The most famous early case is laid bare in Pinchevsky’s recounting of the saga of the Stastny brothers, Peter, Marian and Anton. The author moves through the harrowing saga of Michal Pivonka, a Czech who quite literally walked to freedom with his young girlfriend through dense Yugoslavian woods into Italy, with help from an unnamed, unknown Czech expat and Washington Capitals’ brass, including GM David Poile and fellow executive Jack Button. One of Pivonka’s immigration attorneysrelays the fact that during his escape, Pivonka was being hunted by people with guns.
Many defectors would learn later that their families had been harassed by communist authorities. Professional demotions and other embarrassments were in store for family left behind.
“What if your parents got sent to prison,” Pivonka asks the author, “Or your sister got kicked out from her school?”
From there, stories of a frustrated young Petr Klima and other junior Czechoslovakian players including Petr Svoboda and David Volek follow.
The Czechs were rightly enraged by the Soviet occupation of their country. Their revulsion was, the author explains, shared by millions more who lived under Soviet rule. In North America, taunts emanating from the stands or from fellow players that included a slam at “commies” were, ironically, quite to the delight of defectors.

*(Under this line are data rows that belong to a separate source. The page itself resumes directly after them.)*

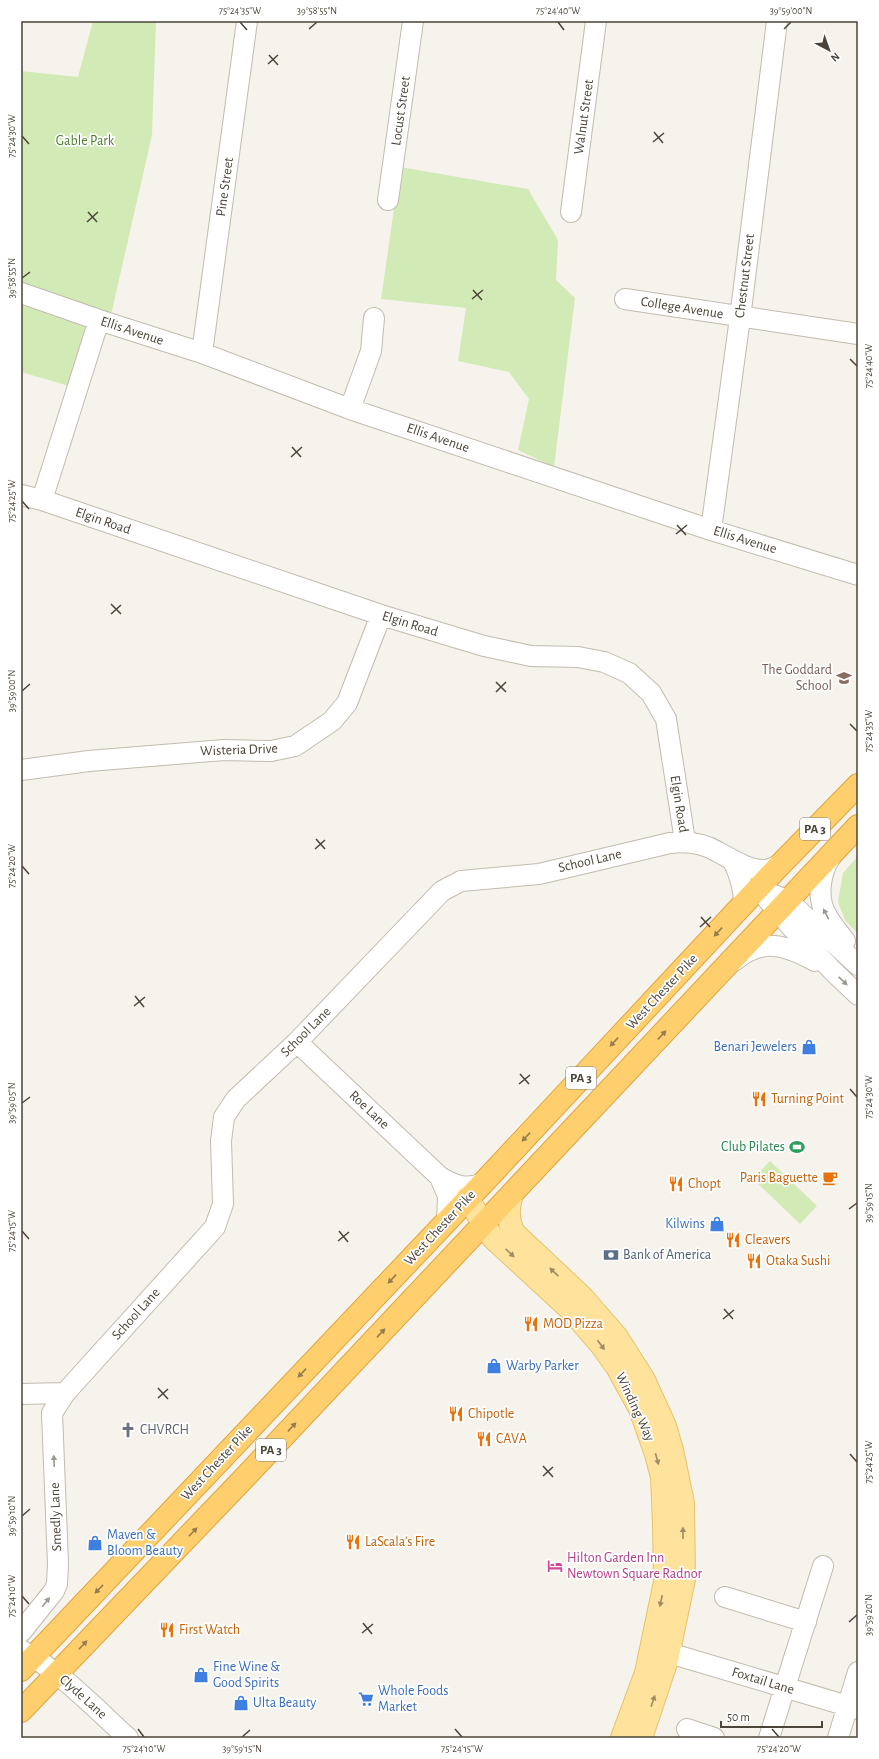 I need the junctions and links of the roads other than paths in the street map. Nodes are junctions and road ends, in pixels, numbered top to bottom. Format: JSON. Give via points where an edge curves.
{"nodes":[{"id":1,"x":247,"y":21,"type":"edge"},
{"id":2,"x":413,"y":21,"type":"edge"},
{"id":3,"x":596,"y":21,"type":"edge"},
{"id":4,"x":777,"y":21,"type":"edge"},
{"id":5,"x":388,"y":200,"type":"dead end"},
{"id":6,"x":571,"y":212,"type":"dead end"},
{"id":7,"x":21,"y":293,"type":"edge"},
{"id":8,"x":625,"y":299,"type":"dead end"},
{"id":9,"x":374,"y":318,"type":"dead end"},
{"id":10,"x":740,"y":318,"type":"junction"},
{"id":11,"x":99,"y":320,"type":"junction"},
{"id":12,"x":858,"y":334,"type":"edge"},
{"id":13,"x":202,"y":353,"type":"junction"},
{"id":14,"x":350,"y":408,"type":"junction"},
{"id":15,"x":21,"y":495,"type":"edge"},
{"id":16,"x":42,"y":500,"type":"junction"},
{"id":17,"x":711,"y":530,"type":"junction"},
{"id":18,"x":858,"y":575,"type":"edge"},
{"id":19,"x":381,"y":616,"type":"junction"},
{"id":20,"x":21,"y":770,"type":"edge"},
{"id":21,"x":858,"y":785,"type":"edge"},
{"id":22,"x":858,"y":826,"type":"edge"},
{"id":23,"x":685,"y":841,"type":"junction"},
{"id":24,"x":834,"y":851,"type":"junction"},
{"id":25,"x":733,"y":861,"type":"junction"},
{"id":26,"x":781,"y":864,"type":"junction"},
{"id":27,"x":752,"y":896,"type":"junction"},
{"id":28,"x":782,"y":906,"type":"junction"},
{"id":29,"x":858,"y":956,"type":"edge"},
{"id":30,"x":858,"y":965,"type":"edge"},
{"id":31,"x":827,"y":967,"type":"junction"},
{"id":32,"x":720,"y":973,"type":"junction"},
{"id":33,"x":858,"y":996,"type":"edge"},
{"id":34,"x":297,"y":1042,"type":"junction"},
{"id":35,"x":440,"y":1177,"type":"junction"},
{"id":36,"x":483,"y":1183,"type":"junction"},
{"id":37,"x":512,"y":1194,"type":"junction"},
{"id":38,"x":467,"y":1198,"type":"junction"},
{"id":39,"x":447,"y":1220,"type":"junction"},
{"id":40,"x":484,"y":1224,"type":"junction"},
{"id":41,"x":64,"y":1393,"type":"junction"},
{"id":42,"x":21,"y":1394,"type":"edge"},
{"id":43,"x":823,"y":1566,"type":"dead end"},
{"id":44,"x":725,"y":1597,"type":"dead end"},
{"id":45,"x":806,"y":1622,"type":"junction"},
{"id":46,"x":21,"y":1632,"type":"edge"},
{"id":47,"x":669,"y":1653,"type":"junction"},
{"id":48,"x":25,"y":1659,"type":"edge"},
{"id":49,"x":858,"y":1672,"type":"edge"},
{"id":50,"x":56,"y":1673,"type":"junction"},
{"id":51,"x":785,"y":1688,"type":"junction"},
{"id":52,"x":853,"y":1708,"type":"edge"},
{"id":53,"x":21,"y":1711,"type":"edge"},
{"id":54,"x":686,"y":1729,"type":"dead end"},
{"id":55,"x":128,"y":1738,"type":"edge"},
{"id":56,"x":622,"y":1738,"type":"edge"},
{"id":57,"x":641,"y":1738,"type":"edge"},
{"id":58,"x":714,"y":1738,"type":"edge"},
{"id":59,"x":769,"y":1738,"type":"edge"},
{"id":60,"x":838,"y":1738,"type":"edge"}],
"edges":[{"from":1,"to":13,"type":"street","name":"Pine Street"},
{"from":2,"to":5,"type":"street","name":"Locust Street"},
{"from":3,"to":6,"type":"street","name":"Walnut Street"},
{"from":4,"to":10,"type":"street","name":"Chestnut Street"},
{"from":7,"to":11,"type":"street","name":"Ellis Avenue"},
{"from":8,"to":10,"type":"street","name":"College Avenue"},
{"from":9,"to":14,"type":"street","via":[[371,351]]},
{"from":10,"to":12,"type":"street","name":"College Avenue"},
{"from":10,"to":17,"type":"street","name":"Chestnut Street"},
{"from":11,"to":13,"type":"street","name":"Ellis Avenue"},
{"from":11,"to":16,"type":"street"},
{"from":13,"to":14,"type":"street","name":"Ellis Avenue"},
{"from":14,"to":17,"type":"street","name":"Ellis Avenue"},
{"from":15,"to":16,"type":"street","name":"Elgin Road"},
{"from":16,"to":19,"type":"street","name":"Elgin Road"},
{"from":17,"to":18,"type":"street","name":"Ellis Avenue"},
{"from":19,"to":20,"type":"street","name":"Wisteria Drive","via":[[347,703],[332,721],[295,746],[271,751],[224,750],[89,761]]},
{"from":19,"to":23,"type":"street","name":"Elgin Road","via":[[484,646],[531,656],[578,657],[604,662],[629,673],[651,693],[666,719]]},
{"from":21,"to":26,"type":"highway","name":"West Chester Pike","number":"PA 3"},
{"from":22,"to":24,"type":"highway","name":"West Chester Pike","number":"PA 3"},
{"from":23,"to":25,"type":"street","name":"School Lane","via":[[716,851]]},
{"from":23,"to":34,"type":"street","name":"School Lane","via":[[539,874],[461,881],[442,891]]},
{"from":24,"to":28,"type":"highway","name":"West Chester Pike","number":"PA 3"},
{"from":29,"to":24,"type":"street","one_way":true,"via":[[830,921],[822,902],[825,865]]},
{"from":25,"to":26,"type":"street","name":"School Lane","via":[[764,871]]},
{"from":25,"to":27,"type":"street","via":[[743,886]]},
{"from":26,"to":27,"type":"highway","name":"West Chester Pike","number":"PA 3"},
{"from":27,"to":28,"type":"street"},
{"from":27,"to":36,"type":"highway","name":"West Chester Pike","number":"PA 3","one_way":true},
{"from":28,"to":30,"type":"street"},
{"from":28,"to":31,"type":"street"},
{"from":28,"to":32,"type":"highway","name":"West Chester Pike","number":"PA 3"},
{"from":31,"to":32,"type":"street","via":[[789,948],[770,946],[740,956]]},
{"from":31,"to":33,"type":"street","one_way":true},
{"from":37,"to":32,"type":"highway","name":"West Chester Pike","number":"PA 3","one_way":true},
{"from":34,"to":35,"type":"street","name":"Roe Lane"},
{"from":34,"to":41,"type":"street","name":"School Lane","via":[[236,1099],[224,1117],[221,1141],[223,1204],[214,1227]]},
{"from":35,"to":36,"type":"street","name":"Roe Lane","via":[[458,1186],[468,1187]]},
{"from":35,"to":39,"type":"street","name":"Roe Lane","via":[[448,1196]]},
{"from":36,"to":38,"type":"highway","name":"West Chester Pike","number":"PA 3"},
{"from":37,"to":40,"type":"highway","name":"West Chester Pike","number":"PA 3"},
{"from":47,"to":37,"type":"main road","name":"Winding Way","one_way":true,"via":[[684,1579],[682,1503],[678,1473],[665,1426],[644,1380],[616,1336],[583,1298],[514,1233],[509,1222],[508,1208]]},
{"from":38,"to":39,"type":"highway","name":"West Chester Pike","number":"PA 3"},
{"from":38,"to":40,"type":"main road","name":"Winding Way"},
{"from":39,"to":48,"type":"highway","name":"West Chester Pike","number":"PA 3","one_way":true},
{"from":50,"to":40,"type":"highway","name":"West Chester Pike","number":"PA 3","one_way":true},
{"from":40,"to":56,"type":"main road","name":"Winding Way","one_way":true,"via":[[493,1238],[571,1310],[602,1346],[640,1409],[656,1454],[662,1477],[664,1582],[646,1673]]},
{"from":41,"to":42,"type":"street"},
{"from":46,"to":41,"type":"street","name":"Smedly Lane","one_way":true,"via":[[57,1584],[52,1413]]},
{"from":43,"to":45,"type":"street"},
{"from":44,"to":45,"type":"street"},
{"from":45,"to":51,"type":"street"},
{"from":47,"to":51,"type":"street","name":"Foxtail Lane"},
{"from":57,"to":47,"type":"main road","name":"Winding Way","one_way":true},
{"from":48,"to":50,"type":"street","name":"Clyde Lane"},
{"from":49,"to":52,"type":"street"},
{"from":50,"to":53,"type":"highway","name":"West Chester Pike","number":"PA 3"},
{"from":50,"to":55,"type":"street","name":"Clyde Lane"},
{"from":51,"to":52,"type":"street","name":"Foxtail Lane"},
{"from":51,"to":59,"type":"street"},
{"from":52,"to":60,"type":"street"},
{"from":54,"to":58,"type":"street"}]}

“You would hear it all the time,” Pivonka tells the author. “They called us Russians. I think Americans didn’t know much about geography. So any Commies were just Russians. Any trash talk you heard was turned that way. It was fine with me. I didn’t like the Commies either.”
Most importantly, Pinchevsky delivers key interviews with former Red Wings executives Nick Polano and Jim Lites. Two of the most important actors in the defection drama, Polano and Lites worked strenuously – and at great risk to their own safety – to deliver Klima (in 1985), and later, Russian Sergei Fedorov (1990), to the Red Wings.
With Mikhael Gorbachev in office, and “Glasnost” (Openness) an emergent policy of the suddenly transforming but still-communist Soviet Union, the story turns to Alexander Mogilny, the youngest, and first, Soviet hockey player to defect, then to national junior team linemate Fedorov.
The stories of the most famous Russians, the “Green Five” of Vladimir Krutov, Alexei Kasatonov, Sergei Makarov, Igor Larionov and Slava Fetisov dominates much of the second half of the book.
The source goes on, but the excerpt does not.